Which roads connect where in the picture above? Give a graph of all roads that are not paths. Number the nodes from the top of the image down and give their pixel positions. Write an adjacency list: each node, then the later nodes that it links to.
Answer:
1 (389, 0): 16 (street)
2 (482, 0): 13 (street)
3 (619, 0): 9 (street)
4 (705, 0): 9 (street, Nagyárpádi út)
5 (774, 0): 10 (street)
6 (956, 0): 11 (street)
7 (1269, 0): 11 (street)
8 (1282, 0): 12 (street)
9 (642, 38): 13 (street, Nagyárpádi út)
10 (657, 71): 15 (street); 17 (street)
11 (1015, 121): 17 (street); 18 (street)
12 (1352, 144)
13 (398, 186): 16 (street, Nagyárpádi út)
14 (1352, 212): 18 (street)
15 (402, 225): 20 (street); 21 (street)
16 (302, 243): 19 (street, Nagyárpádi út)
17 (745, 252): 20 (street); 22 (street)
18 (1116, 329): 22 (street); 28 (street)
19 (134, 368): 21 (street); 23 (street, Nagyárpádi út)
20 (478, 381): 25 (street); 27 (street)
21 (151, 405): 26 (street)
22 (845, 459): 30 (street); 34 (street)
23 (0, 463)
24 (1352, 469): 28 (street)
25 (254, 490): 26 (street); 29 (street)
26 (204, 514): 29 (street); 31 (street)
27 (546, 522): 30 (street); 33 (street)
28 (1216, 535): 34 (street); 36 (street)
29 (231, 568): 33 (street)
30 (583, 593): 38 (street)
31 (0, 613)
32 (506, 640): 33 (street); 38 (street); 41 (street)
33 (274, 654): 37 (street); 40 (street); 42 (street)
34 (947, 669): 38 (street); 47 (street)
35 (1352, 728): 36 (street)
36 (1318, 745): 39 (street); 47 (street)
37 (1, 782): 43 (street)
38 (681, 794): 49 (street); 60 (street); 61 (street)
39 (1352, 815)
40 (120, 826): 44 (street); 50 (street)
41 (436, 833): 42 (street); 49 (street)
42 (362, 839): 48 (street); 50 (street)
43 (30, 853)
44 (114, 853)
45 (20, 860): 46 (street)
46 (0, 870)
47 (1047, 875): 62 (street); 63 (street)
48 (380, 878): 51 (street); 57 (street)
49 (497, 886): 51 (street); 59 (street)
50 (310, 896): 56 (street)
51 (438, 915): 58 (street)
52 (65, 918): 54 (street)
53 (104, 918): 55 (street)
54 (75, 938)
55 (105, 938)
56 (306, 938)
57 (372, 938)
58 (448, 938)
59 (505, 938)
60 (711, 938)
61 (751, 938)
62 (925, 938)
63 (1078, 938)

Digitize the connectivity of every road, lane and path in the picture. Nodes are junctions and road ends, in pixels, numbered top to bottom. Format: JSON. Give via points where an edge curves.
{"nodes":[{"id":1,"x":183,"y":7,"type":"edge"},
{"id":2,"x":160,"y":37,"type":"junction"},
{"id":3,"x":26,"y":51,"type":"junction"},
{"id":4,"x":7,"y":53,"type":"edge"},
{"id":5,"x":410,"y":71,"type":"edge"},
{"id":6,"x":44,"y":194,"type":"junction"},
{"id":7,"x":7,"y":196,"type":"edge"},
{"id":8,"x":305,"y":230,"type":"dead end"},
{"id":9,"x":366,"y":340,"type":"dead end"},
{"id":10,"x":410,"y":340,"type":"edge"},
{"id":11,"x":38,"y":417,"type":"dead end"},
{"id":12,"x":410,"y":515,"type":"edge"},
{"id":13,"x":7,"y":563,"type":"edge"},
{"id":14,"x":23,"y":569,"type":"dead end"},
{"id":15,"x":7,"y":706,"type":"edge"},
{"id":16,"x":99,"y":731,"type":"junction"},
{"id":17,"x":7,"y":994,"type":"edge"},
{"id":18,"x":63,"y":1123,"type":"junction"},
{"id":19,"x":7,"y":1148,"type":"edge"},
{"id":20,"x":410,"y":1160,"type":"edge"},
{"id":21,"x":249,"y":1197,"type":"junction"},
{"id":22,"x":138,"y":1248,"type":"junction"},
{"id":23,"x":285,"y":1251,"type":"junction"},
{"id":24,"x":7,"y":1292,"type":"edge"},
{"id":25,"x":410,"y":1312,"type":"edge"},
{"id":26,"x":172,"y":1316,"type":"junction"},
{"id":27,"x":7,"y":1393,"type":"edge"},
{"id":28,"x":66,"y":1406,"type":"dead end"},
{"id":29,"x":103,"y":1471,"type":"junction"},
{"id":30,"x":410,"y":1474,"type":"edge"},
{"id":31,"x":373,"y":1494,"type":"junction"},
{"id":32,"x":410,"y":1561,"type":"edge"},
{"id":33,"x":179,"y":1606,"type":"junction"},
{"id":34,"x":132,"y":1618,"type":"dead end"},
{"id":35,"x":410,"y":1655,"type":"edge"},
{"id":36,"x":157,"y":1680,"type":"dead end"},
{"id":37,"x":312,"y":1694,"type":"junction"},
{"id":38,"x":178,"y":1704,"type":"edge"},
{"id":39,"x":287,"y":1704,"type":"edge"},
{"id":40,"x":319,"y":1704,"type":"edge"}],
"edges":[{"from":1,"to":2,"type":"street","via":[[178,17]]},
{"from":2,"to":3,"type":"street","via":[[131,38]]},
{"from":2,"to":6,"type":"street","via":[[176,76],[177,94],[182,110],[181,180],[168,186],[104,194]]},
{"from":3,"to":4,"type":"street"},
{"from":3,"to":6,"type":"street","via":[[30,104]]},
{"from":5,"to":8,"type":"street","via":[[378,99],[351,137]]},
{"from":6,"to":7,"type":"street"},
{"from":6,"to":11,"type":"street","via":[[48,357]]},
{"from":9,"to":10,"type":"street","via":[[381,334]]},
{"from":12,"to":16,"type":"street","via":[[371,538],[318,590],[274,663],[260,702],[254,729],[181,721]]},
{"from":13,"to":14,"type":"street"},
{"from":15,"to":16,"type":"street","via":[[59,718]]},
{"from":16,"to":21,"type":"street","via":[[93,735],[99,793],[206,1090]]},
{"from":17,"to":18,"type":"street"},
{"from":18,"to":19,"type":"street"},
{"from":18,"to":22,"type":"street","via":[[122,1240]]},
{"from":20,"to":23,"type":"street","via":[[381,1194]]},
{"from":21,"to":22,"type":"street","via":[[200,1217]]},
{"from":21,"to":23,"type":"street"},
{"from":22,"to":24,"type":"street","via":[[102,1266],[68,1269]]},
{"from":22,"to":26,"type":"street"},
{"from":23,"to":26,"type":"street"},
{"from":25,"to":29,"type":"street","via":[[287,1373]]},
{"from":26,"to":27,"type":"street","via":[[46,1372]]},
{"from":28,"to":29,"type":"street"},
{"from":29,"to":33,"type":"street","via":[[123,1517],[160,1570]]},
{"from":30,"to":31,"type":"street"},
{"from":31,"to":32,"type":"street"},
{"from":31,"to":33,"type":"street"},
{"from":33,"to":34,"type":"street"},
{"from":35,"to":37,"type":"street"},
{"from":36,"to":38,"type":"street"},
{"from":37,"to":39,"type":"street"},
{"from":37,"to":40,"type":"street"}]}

YOUR ASSIGNMENT:
Nothing above should be left out; write out every record exactly.

ANSWER SECTION:
Which roads connect where in the picture above? Give a graph of all roads that are not paths. Number the nodes from the top of the image down and give their pixel positions. Write an adjacency list: each node, then the later nodes that it links to.
Answer:
1 (389, 0): 16 (street)
2 (482, 0): 13 (street)
3 (619, 0): 9 (street)
4 (705, 0): 9 (street, Nagyárpádi út)
5 (774, 0): 10 (street)
6 (956, 0): 11 (street)
7 (1269, 0): 11 (street)
8 (1282, 0): 12 (street)
9 (642, 38): 13 (street, Nagyárpádi út)
10 (657, 71): 15 (street); 17 (street)
11 (1015, 121): 17 (street); 18 (street)
12 (1352, 144)
13 (398, 186): 16 (street, Nagyárpádi út)
14 (1352, 212): 18 (street)
15 (402, 225): 20 (street); 21 (street)
16 (302, 243): 19 (street, Nagyárpádi út)
17 (745, 252): 20 (street); 22 (street)
18 (1116, 329): 22 (street); 28 (street)
19 (134, 368): 21 (street); 23 (street, Nagyárpádi út)
20 (478, 381): 25 (street); 27 (street)
21 (151, 405): 26 (street)
22 (845, 459): 30 (street); 34 (street)
23 (0, 463)
24 (1352, 469): 28 (street)
25 (254, 490): 26 (street); 29 (street)
26 (204, 514): 29 (street); 31 (street)
27 (546, 522): 30 (street); 33 (street)
28 (1216, 535): 34 (street); 36 (street)
29 (231, 568): 33 (street)
30 (583, 593): 38 (street)
31 (0, 613)
32 (506, 640): 33 (street); 38 (street); 41 (street)
33 (274, 654): 37 (street); 40 (street); 42 (street)
34 (947, 669): 38 (street); 47 (street)
35 (1352, 728): 36 (street)
36 (1318, 745): 39 (street); 47 (street)
37 (1, 782): 43 (street)
38 (681, 794): 49 (street); 60 (street); 61 (street)
39 (1352, 815)
40 (120, 826): 44 (street); 50 (street)
41 (436, 833): 42 (street); 49 (street)
42 (362, 839): 48 (street); 50 (street)
43 (30, 853)
44 (114, 853)
45 (20, 860): 46 (street)
46 (0, 870)
47 (1047, 875): 62 (street); 63 (street)
48 (380, 878): 51 (street); 57 (street)
49 (497, 886): 51 (street); 59 (street)
50 (310, 896): 56 (street)
51 (438, 915): 58 (street)
52 (65, 918): 54 (street)
53 (104, 918): 55 (street)
54 (75, 938)
55 (105, 938)
56 (306, 938)
57 (372, 938)
58 (448, 938)
59 (505, 938)
60 (711, 938)
61 (751, 938)
62 (925, 938)
63 (1078, 938)

Digitize the connectivity of every road, lane and path in the picture. Nodes are junctions and road ends, in pixels, numbered top to bottom. Format: JSON. Give via points where an edge curves.
{"nodes":[{"id":1,"x":183,"y":7,"type":"edge"},
{"id":2,"x":160,"y":37,"type":"junction"},
{"id":3,"x":26,"y":51,"type":"junction"},
{"id":4,"x":7,"y":53,"type":"edge"},
{"id":5,"x":410,"y":71,"type":"edge"},
{"id":6,"x":44,"y":194,"type":"junction"},
{"id":7,"x":7,"y":196,"type":"edge"},
{"id":8,"x":305,"y":230,"type":"dead end"},
{"id":9,"x":366,"y":340,"type":"dead end"},
{"id":10,"x":410,"y":340,"type":"edge"},
{"id":11,"x":38,"y":417,"type":"dead end"},
{"id":12,"x":410,"y":515,"type":"edge"},
{"id":13,"x":7,"y":563,"type":"edge"},
{"id":14,"x":23,"y":569,"type":"dead end"},
{"id":15,"x":7,"y":706,"type":"edge"},
{"id":16,"x":99,"y":731,"type":"junction"},
{"id":17,"x":7,"y":994,"type":"edge"},
{"id":18,"x":63,"y":1123,"type":"junction"},
{"id":19,"x":7,"y":1148,"type":"edge"},
{"id":20,"x":410,"y":1160,"type":"edge"},
{"id":21,"x":249,"y":1197,"type":"junction"},
{"id":22,"x":138,"y":1248,"type":"junction"},
{"id":23,"x":285,"y":1251,"type":"junction"},
{"id":24,"x":7,"y":1292,"type":"edge"},
{"id":25,"x":410,"y":1312,"type":"edge"},
{"id":26,"x":172,"y":1316,"type":"junction"},
{"id":27,"x":7,"y":1393,"type":"edge"},
{"id":28,"x":66,"y":1406,"type":"dead end"},
{"id":29,"x":103,"y":1471,"type":"junction"},
{"id":30,"x":410,"y":1474,"type":"edge"},
{"id":31,"x":373,"y":1494,"type":"junction"},
{"id":32,"x":410,"y":1561,"type":"edge"},
{"id":33,"x":179,"y":1606,"type":"junction"},
{"id":34,"x":132,"y":1618,"type":"dead end"},
{"id":35,"x":410,"y":1655,"type":"edge"},
{"id":36,"x":157,"y":1680,"type":"dead end"},
{"id":37,"x":312,"y":1694,"type":"junction"},
{"id":38,"x":178,"y":1704,"type":"edge"},
{"id":39,"x":287,"y":1704,"type":"edge"},
{"id":40,"x":319,"y":1704,"type":"edge"}],
"edges":[{"from":1,"to":2,"type":"street","via":[[178,17]]},
{"from":2,"to":3,"type":"street","via":[[131,38]]},
{"from":2,"to":6,"type":"street","via":[[176,76],[177,94],[182,110],[181,180],[168,186],[104,194]]},
{"from":3,"to":4,"type":"street"},
{"from":3,"to":6,"type":"street","via":[[30,104]]},
{"from":5,"to":8,"type":"street","via":[[378,99],[351,137]]},
{"from":6,"to":7,"type":"street"},
{"from":6,"to":11,"type":"street","via":[[48,357]]},
{"from":9,"to":10,"type":"street","via":[[381,334]]},
{"from":12,"to":16,"type":"street","via":[[371,538],[318,590],[274,663],[260,702],[254,729],[181,721]]},
{"from":13,"to":14,"type":"street"},
{"from":15,"to":16,"type":"street","via":[[59,718]]},
{"from":16,"to":21,"type":"street","via":[[93,735],[99,793],[206,1090]]},
{"from":17,"to":18,"type":"street"},
{"from":18,"to":19,"type":"street"},
{"from":18,"to":22,"type":"street","via":[[122,1240]]},
{"from":20,"to":23,"type":"street","via":[[381,1194]]},
{"from":21,"to":22,"type":"street","via":[[200,1217]]},
{"from":21,"to":23,"type":"street"},
{"from":22,"to":24,"type":"street","via":[[102,1266],[68,1269]]},
{"from":22,"to":26,"type":"street"},
{"from":23,"to":26,"type":"street"},
{"from":25,"to":29,"type":"street","via":[[287,1373]]},
{"from":26,"to":27,"type":"street","via":[[46,1372]]},
{"from":28,"to":29,"type":"street"},
{"from":29,"to":33,"type":"street","via":[[123,1517],[160,1570]]},
{"from":30,"to":31,"type":"street"},
{"from":31,"to":32,"type":"street"},
{"from":31,"to":33,"type":"street"},
{"from":33,"to":34,"type":"street"},
{"from":35,"to":37,"type":"street"},
{"from":36,"to":38,"type":"street"},
{"from":37,"to":39,"type":"street"},
{"from":37,"to":40,"type":"street"}]}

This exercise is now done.